All I want is a voice for expressing all the music I have in my heart!'
'I can make your shell sing' said the Wizard, 'But I'm fearful and I'll tell you why;
If I take your shell you'll be naked and without it I fear that you'll die.'
'I'd rather be dead than not singing!' Armadillo was down on his knees;
'Take my life! For my shell will be singing! Take it! I beg of you! Please!'
So the Wizard dispatched Armadillo! Ah yes, it's a sad tale to tell!
And the Wizard was left, as he'd promised, to work on the beautiful shell.
And a thing of great beauty was fashioned, a musical instrument too;
And no note was ever so perfect as the note that the Wizard blew!
And he called to his side a musician, the best in the world, people said,
Saying 'Play this for Armadillo, an artist who now is dead'.
And the frogs heard the music playing and the crickets heard song
And the little caged birds, the canaries, knew that they'd been wrong.
And the whole world heard the singing, the glorious musical notes
That seemed to come from the heavens, from a thousand angel throats!
For the songs of Armadillo were the best songs ever heard.
Armadillo himself was singing.
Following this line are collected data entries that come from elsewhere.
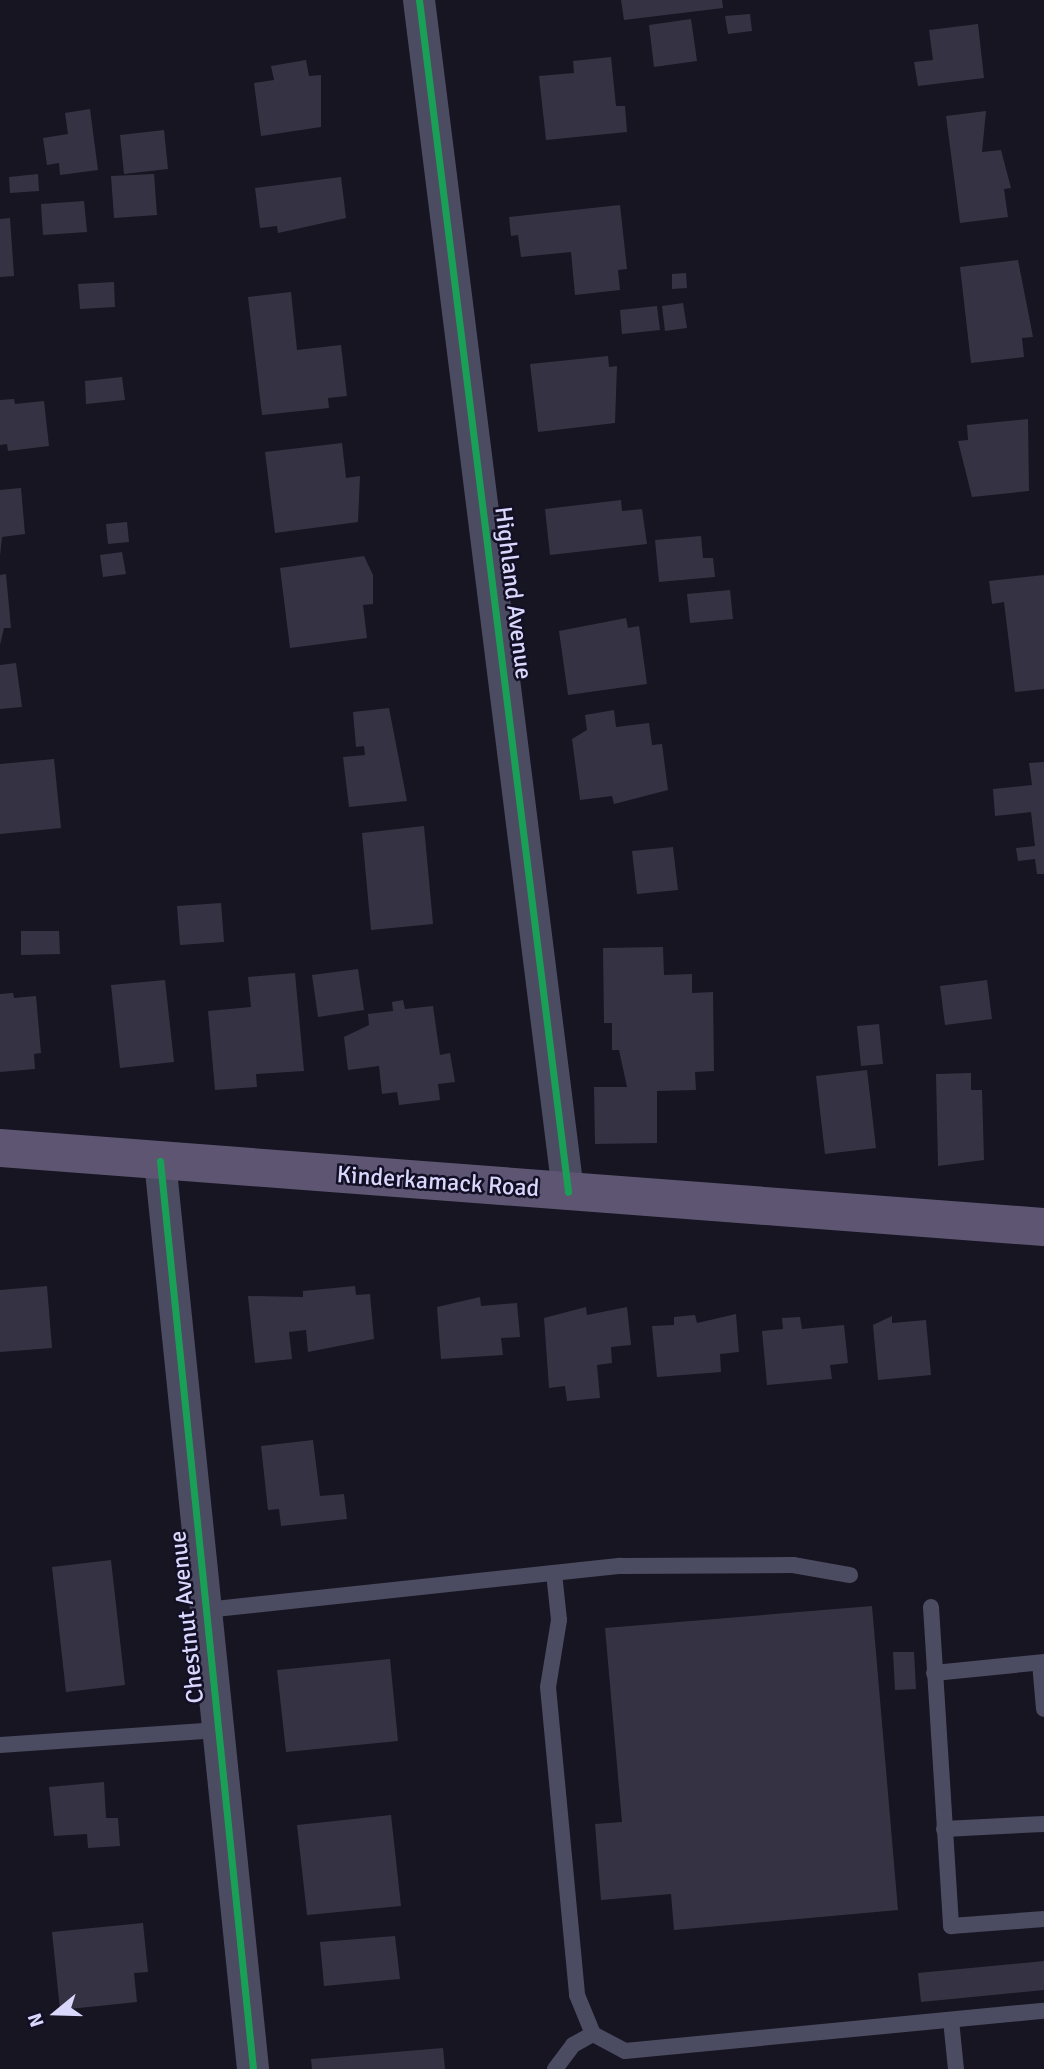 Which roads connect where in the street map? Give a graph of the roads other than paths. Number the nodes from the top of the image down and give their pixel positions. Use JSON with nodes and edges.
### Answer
{"nodes":[{"id":1,"x":419,"y":0,"type":"edge"},
{"id":2,"x":0,"y":1148,"type":"edge"},
{"id":3,"x":160,"y":1161,"type":"junction"},
{"id":4,"x":568,"y":1192,"type":"junction"},
{"id":5,"x":1044,"y":1227,"type":"edge"},
{"id":6,"x":554,"y":1573,"type":"junction"},
{"id":7,"x":850,"y":1575,"type":"dead end"},
{"id":8,"x":931,"y":1607,"type":"dead end"},
{"id":9,"x":206,"y":1610,"type":"junction"},
{"id":10,"x":1042,"y":1663,"type":"edge"},
{"id":11,"x":934,"y":1673,"type":"junction"},
{"id":12,"x":1044,"y":1709,"type":"edge"},
{"id":13,"x":218,"y":1730,"type":"junction"},
{"id":14,"x":0,"y":1745,"type":"edge"},
{"id":15,"x":1044,"y":1824,"type":"edge"},
{"id":16,"x":944,"y":1829,"type":"junction"},
{"id":17,"x":1044,"y":1919,"type":"edge"},
{"id":18,"x":1044,"y":2011,"type":"edge"},
{"id":19,"x":951,"y":2020,"type":"junction"},
{"id":20,"x":593,"y":2034,"type":"junction"},
{"id":21,"x":253,"y":2069,"type":"edge"},
{"id":22,"x":555,"y":2069,"type":"edge"},
{"id":23,"x":957,"y":2069,"type":"edge"}],
"edges":[{"from":1,"to":4,"type":"street","name":"Highland Avenue"},
{"from":2,"to":3,"type":"main road","name":"Kinderkamack Road"},
{"from":3,"to":4,"type":"main road","name":"Kinderkamack Road"},
{"from":3,"to":9,"type":"street","name":"Chestnut Avenue"},
{"from":4,"to":5,"type":"main road","name":"Kinderkamack Road"},
{"from":6,"to":7,"type":"lane"},
{"from":6,"to":9,"type":"lane"},
{"from":6,"to":20,"type":"lane"},
{"from":8,"to":11,"type":"lane"},
{"from":9,"to":13,"type":"street","name":"Chestnut Avenue"},
{"from":10,"to":11,"type":"lane"},
{"from":10,"to":12,"type":"lane"},
{"from":11,"to":16,"type":"lane"},
{"from":13,"to":14,"type":"lane"},
{"from":13,"to":21,"type":"street","name":"Chestnut Avenue"},
{"from":15,"to":16,"type":"lane"},
{"from":16,"to":17,"type":"lane"},
{"from":18,"to":19,"type":"lane"},
{"from":19,"to":20,"type":"lane"},
{"from":19,"to":23,"type":"lane"},
{"from":20,"to":22,"type":"lane"}]}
Armadillo had the last word.



James said...

You summed it up perfectly. Very sad but beautiful tale.

Gaelyn said...

A good story and I really like the painting.

quilly said...

I had never heard this before. It is a sad and haunting tale.

Anonymous said...

A sad but wonderful tale.

Kat said...

Only by the end of the poem broke from the reverie - got so involved with Armadillo's love and commitment to sing..!!

ninotaziz said...

This was so moving. I live folktales and am so glad you shared this Bolivian story.

Anonymous said...

Brenda, your poem gave me a magic moment: the story, the rhythm and rhyme, all are perfect. Please may I have your permission to send it to my grandson, who is far away for the next few months, and needs to satisfy his need for stories.

Elizabeth said...

I love this. Mythic poetry always does something inside of me, I can't explain. Think it might call to my own Armadillo heart. Many of us must learn this lesson. We must give up what keeps us safe to have that which our heart most longs for. Thank you so much for sharing this one,


Mary said...

I enjoyed this immensely!

Amanda Moore said...

What a wonderful piece of work I wish I had the words to express how beautiful this story is.
It reminds me of Aesop's tales only much more rich in content because of the lovely way it flows in rhyme.